Outcomes have been determined by voters, which is why all parties including
my own party, have had to taste defeat at one stage or another, of one form
or another.

Comrades facilitators, in this respect, you are aware that in June 2000 we
had our Parliamentary election at which the opposition MDC made a good
showing but which, overall, was won by my Zanu-PF. That result gave us the
mandate to form a government and represent our people in the numbers we have
in Parliament for the next five years.

In March this year we held our Presidential election and for Harare and
Chitungwiza, mayoral and council elections as well. Whereas my Party
trounced the MDC in the Presidential election, it lost dismally to the MDC
in respect of mayoral and council elections. That mixed electoral outcome
gave my party Zanu-PF the right and mandate to fill the position of
Presidency of this country for the next six years, while giving the
opposition charge of some municipalities. We do not begrudge MDC for their
good showing in the municipal elections and we do not expect them to
begrudge us for our good showing in the Presidential election. I stress
again that this was a free and fair election and that our people; those of
Sadc as represented by their Governments; those of Africa as represented
both by their Governments and other sub regional forums and the continental
Africa Union; those of other Third World countries and forums, and other
Third World countries and forums, and others including China, all variously
pronounced the presidential election to be free and fair and a legitimate
expression and reflection of the will of the Zimbabwean people. Even the
Commonwealth, for all its criticism and self-fulfilling verdict, conceded
that the verification and counting processes were meticulously done, and
that the secrecy of the ballot was assured. Indeed this was also the verdict
of the European Union Observer Team in the June 2000 Parliamentary election.

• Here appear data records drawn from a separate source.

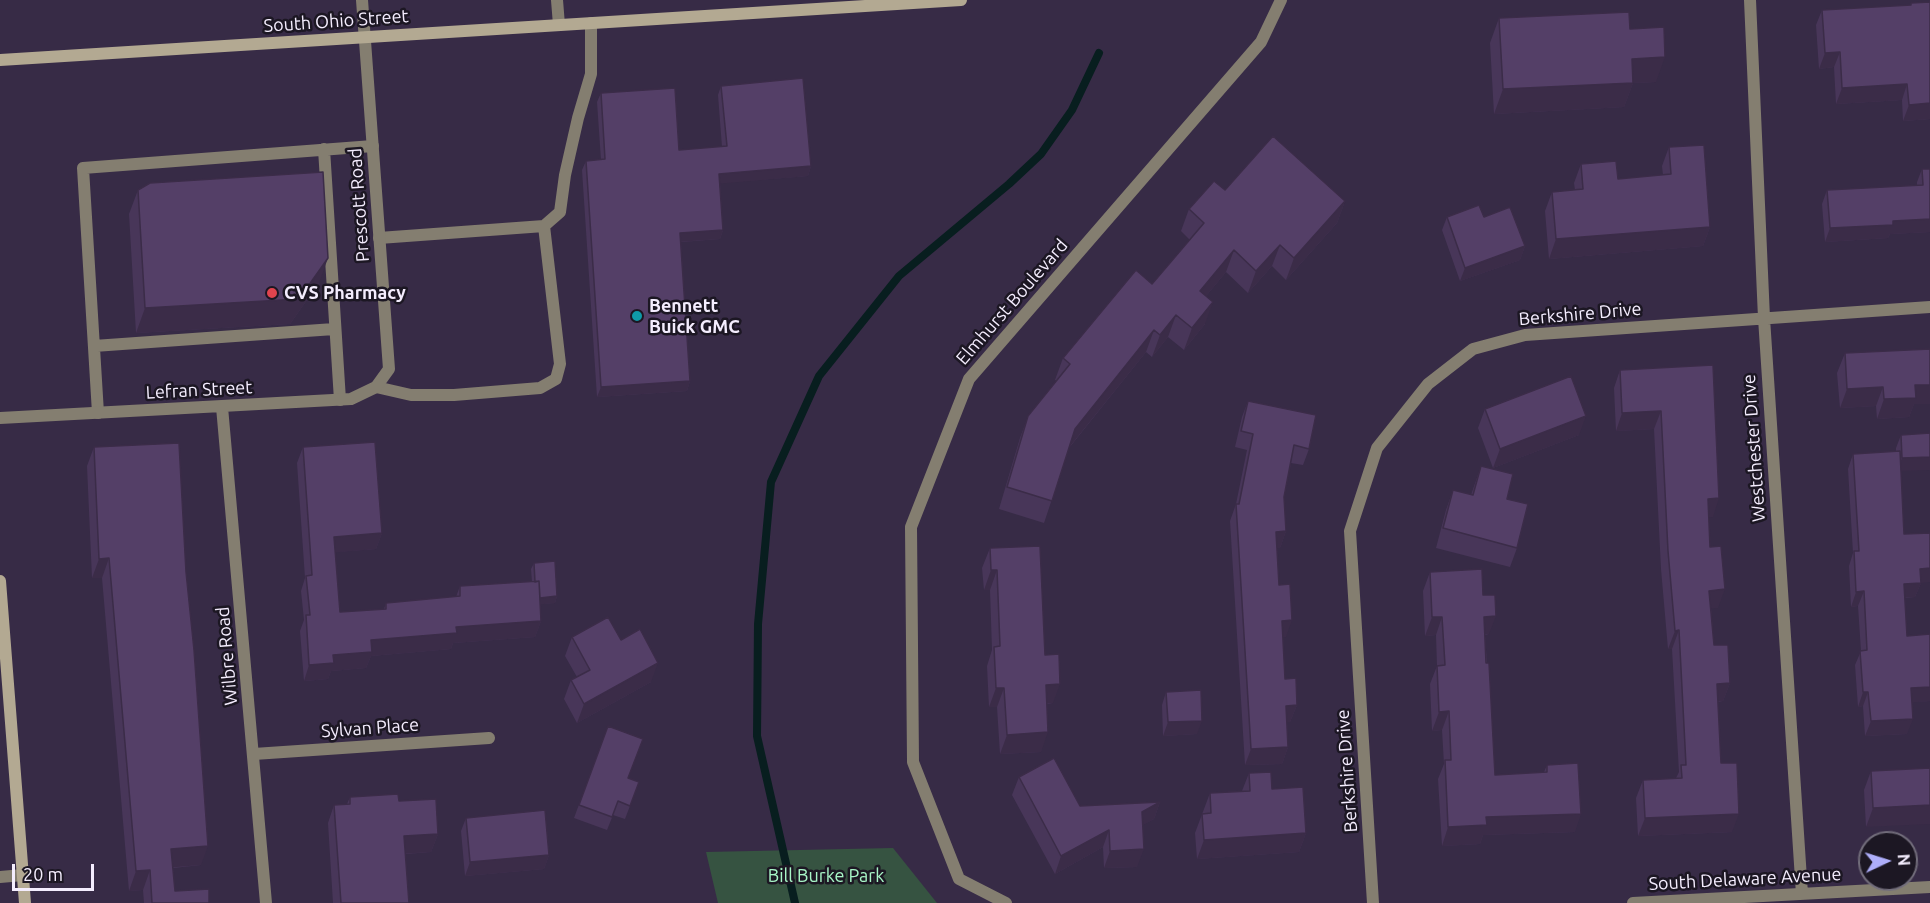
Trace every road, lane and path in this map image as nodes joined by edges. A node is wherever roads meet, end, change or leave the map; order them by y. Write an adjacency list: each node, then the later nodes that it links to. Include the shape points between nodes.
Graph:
1 (362, 0): 8 (street, Prescott Road)
2 (558, 0): 7 (street)
3 (961, 0): 6 (main road, South Ohio Street)
4 (1281, 0): 32 (street, Elmhurst Boulevard, via 1261,42 969,379 911,527 913,762 959,879)
5 (1750, 0): 15 (street, Westchester Drive)
6 (591, 23): 7 (main road, South Ohio Street); 12 (street, via 591,74 565,175 560,212)
7 (559, 25): 8 (main road, South Ohio Street)
8 (364, 38): 9 (main road, South Ohio Street); 10 (street, Prescott Road)
9 (0, 60)
10 (373, 146): 11 (street); 13 (street, Prescott Road)
11 (324, 149): 16 (street); 17 (street, via 83,168)
12 (544, 226): 13 (street); 18 (street, via 560,364 556,379 540,388 454,395 411,395)
13 (379, 238): 18 (street, Prescott Road, via 389,369)
14 (1930, 307): 15 (street, Berkshire Drive)
15 (1764, 318): 29 (street, Westchester Drive); 33 (street, Berkshire Drive, via 1525,334 1473,349 1428,384 1377,448 1350,531)
16 (334, 329): 17 (street); 19 (street)
17 (94, 346): 21 (street)
18 (376, 387): 19 (street, Lefran Street)
19 (340, 400): 20 (street, Lefran Street)
20 (222, 407): 21 (street, Lefran Street); 25 (street, Wilbre Road)
21 (98, 413): 22 (street, Lefran Street)
22 (0, 418)
23 (0, 581): 26 (main road)
24 (489, 738): 25 (street, Sylvan Place)
25 (254, 754): 31 (street, Wilbre Road)
26 (23, 875): 27 (street); 30 (main road)
27 (0, 877)
28 (1930, 887): 29 (street, South Delaware Avenue)
29 (1802, 894): 34 (street, South Delaware Avenue)
30 (25, 903)
31 (266, 903)
32 (1006, 903)
33 (1373, 903)
34 (1633, 903)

Against this background Sirs, we start from the premise that the sovereign
people of Zimbabwe have spoken quite openly, clearly and emphatically.
Democracy bids that we all listen and abide by their wish.

This takes me to my third point which is that both de facto and de jure,
Zimbabwe has a lawful and legitimate Government whose mandate flows from the
general will and preference of the majority Zimbabweans as expressed through
the poll results of June 2000 and March 2002. That Government which is a
Zanu-PF Government has a clean, clear and unqualified mandate to rule, a
mandate deriving solely from the results of the two elections. Indeed, that
mandate cannot come from any other body or process, as that would amount to
undermining and usurping the will of the Zimbabwean people. And just as it
can not come from any other body or process, it cannot be withdrawn,
qualified or negotiated by any other body or process, other than the people
who confer it on us as competing political players. As in any other
democratic system, the legitimacy and mandate to rule comes from the people,
the Constitution and the Laws of our country, and from no other source or
authority. This third factor has to be appreciated in relation to the first
one regarding our sovereign independence. Our people, our sovereignty and
the Constitution and the laws which underpin that sovereignty are the prime
co-ordinates guiding national processes and outcomes. We fashion those
processes on that basis and understanding, defend them on the same basis and
judge them by those magnitudes. This is what motivates us to reject
completely any attempt to undermine, override or side-step our people, laws
and institutions, our people's verdict in preference for demands by outside
persons, views, institutions, laws or standards.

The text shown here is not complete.